Освобожденная от верхней одежды Фалафель сидит у печки на застланной зеленой тряпкой низкой скамье и, улыбаясь, перекладывает из одной ладошки в другую апельсин, выданный ей. Фалафель всегда сидит на этой скамейке в начальный период визита, первые несколько минут, потом она растекается по квартире. Впервые Фалафель побывала у меня в гостях шестимесячным зародышем в животе мамы Майи. Генрих утверждает, что Фалафель тащит его ко мне, если им случается идти по моей улице. Может быть. Совсем еще недавно Генрих привозил Фалафель в коляске, энергично толкая коляску перед собой. В моей прихожей Фалафель училась ходить и несколько раз рухнула в изнеможении на пол, головой вперед, смеясь и визжа от боли. Фалафель — существо военно-полевое, быстро адаптирующееся и приспосабливающееся к обстановке. Наблюдая за Фалафелем начинаю понимать, почему евреи такая живучая нация.

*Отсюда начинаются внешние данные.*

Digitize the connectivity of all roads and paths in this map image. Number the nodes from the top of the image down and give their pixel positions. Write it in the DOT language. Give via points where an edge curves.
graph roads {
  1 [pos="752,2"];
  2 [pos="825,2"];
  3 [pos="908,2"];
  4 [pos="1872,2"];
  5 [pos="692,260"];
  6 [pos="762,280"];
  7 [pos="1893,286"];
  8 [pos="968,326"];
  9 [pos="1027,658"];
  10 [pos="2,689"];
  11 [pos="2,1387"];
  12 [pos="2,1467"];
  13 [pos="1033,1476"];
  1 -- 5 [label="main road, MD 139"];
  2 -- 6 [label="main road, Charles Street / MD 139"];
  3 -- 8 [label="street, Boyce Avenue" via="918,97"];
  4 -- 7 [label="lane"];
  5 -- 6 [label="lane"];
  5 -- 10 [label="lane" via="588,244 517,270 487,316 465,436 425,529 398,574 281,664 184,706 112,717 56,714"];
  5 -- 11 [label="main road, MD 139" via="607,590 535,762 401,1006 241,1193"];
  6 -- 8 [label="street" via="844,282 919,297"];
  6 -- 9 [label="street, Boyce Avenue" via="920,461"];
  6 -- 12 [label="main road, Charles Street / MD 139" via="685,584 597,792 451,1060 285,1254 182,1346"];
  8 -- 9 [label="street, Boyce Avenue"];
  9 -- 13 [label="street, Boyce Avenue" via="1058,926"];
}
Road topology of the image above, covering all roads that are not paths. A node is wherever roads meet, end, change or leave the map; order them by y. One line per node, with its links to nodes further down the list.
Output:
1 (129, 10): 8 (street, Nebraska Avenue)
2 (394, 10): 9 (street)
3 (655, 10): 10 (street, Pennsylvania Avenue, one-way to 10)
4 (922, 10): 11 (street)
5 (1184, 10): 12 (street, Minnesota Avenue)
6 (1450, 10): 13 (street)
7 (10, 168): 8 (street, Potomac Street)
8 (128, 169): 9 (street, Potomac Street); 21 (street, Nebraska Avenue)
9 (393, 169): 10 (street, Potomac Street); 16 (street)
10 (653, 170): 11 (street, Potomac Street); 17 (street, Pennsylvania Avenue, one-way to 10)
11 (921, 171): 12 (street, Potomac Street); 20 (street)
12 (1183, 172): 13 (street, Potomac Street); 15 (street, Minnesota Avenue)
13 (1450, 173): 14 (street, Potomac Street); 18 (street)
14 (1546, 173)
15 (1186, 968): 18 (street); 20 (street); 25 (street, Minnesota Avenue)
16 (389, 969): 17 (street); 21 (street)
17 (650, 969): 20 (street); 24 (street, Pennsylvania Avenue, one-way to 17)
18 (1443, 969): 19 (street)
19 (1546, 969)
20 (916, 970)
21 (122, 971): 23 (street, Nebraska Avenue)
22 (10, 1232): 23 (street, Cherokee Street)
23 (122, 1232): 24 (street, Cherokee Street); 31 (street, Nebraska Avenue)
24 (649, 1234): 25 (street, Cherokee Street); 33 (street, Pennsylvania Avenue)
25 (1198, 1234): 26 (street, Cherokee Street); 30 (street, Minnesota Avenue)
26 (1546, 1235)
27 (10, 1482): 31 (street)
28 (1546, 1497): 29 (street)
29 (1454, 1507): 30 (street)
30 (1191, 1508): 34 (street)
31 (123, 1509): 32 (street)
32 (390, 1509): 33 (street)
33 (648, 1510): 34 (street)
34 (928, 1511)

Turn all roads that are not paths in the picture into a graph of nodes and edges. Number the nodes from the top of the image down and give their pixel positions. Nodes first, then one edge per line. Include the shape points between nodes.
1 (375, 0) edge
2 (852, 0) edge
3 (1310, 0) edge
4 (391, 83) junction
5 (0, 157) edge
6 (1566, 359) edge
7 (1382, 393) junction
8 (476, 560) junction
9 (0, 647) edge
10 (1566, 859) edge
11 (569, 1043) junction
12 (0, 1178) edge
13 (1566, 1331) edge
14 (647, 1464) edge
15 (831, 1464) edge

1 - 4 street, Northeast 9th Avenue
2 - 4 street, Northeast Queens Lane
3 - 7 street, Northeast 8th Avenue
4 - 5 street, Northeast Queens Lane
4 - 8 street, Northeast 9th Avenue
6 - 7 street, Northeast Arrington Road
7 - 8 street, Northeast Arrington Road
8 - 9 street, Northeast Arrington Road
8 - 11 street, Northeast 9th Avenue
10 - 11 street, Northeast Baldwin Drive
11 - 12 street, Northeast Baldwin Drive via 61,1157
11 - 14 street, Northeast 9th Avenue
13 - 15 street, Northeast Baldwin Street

— Куда вы отправляетесь на Бон аннэ?[3] — интересуется Генрих серьезно. Он мешает русские слова с французскими, так как покинул пределы города Ленинграда пятнадцать лет назад. Наташка покинула город на Неве восемь лет назад.
— Каково, на хуй, Бон аннэ, Генри! Наташа должна быть в кабаре всю ночь. Программа только начинается в двенадцать ночи.
— Жаль! Мы могли бы пойти все вместе на изумительную парти…
— А после изумительной парти нас обвинили бы в краже денег или в похищении семейных ковров.
— Ну нет, ну что вы, Эдвард! Как можно. — Генрих морщится и… смеется. — Вы знаете, Наташа, последнюю историю, когда моих друзей обвинили в том, что они украли ковер?
— Это когда вы ходили к австралийке с Лимоновым и Фалафелем? Когда Лимонов пришел голый?
— Не голый, а в бушлате на голое тело, — поправляю я ее. — К тебе же и торопился.
— Торопился! Было четыре часа ночи. Ебался, наверное, и муж пизды тебя спугнул!
— Разделся я для того, чтобы танцевать было удобнее.
— Нет-нет… — решает защитить меня Генрих. — Эдвард был очень веселый. Танцевал, всех завел и вдруг исчез. Искали мы его, искали, нет Эдварда…
— Эдвард позвонил мне в три часа ночи и сказал, что сейчас придет. Если же не придет, чтобы я шла искать его на набережную. Когда я спросила его: — На какую набережную, Эдвард? — он сказал: — На ту, что возле Церкви. — Возле какой церкви? — спросила я. Но он повесил трубку.
Наташка рассказывает с удовольствием. Ей нравится эта история, подтверждающая, что Лимонов тоже имеет слабости, тоже иногда напивается до потери сознания, что не только она — дикая, но и Лимонов дикий.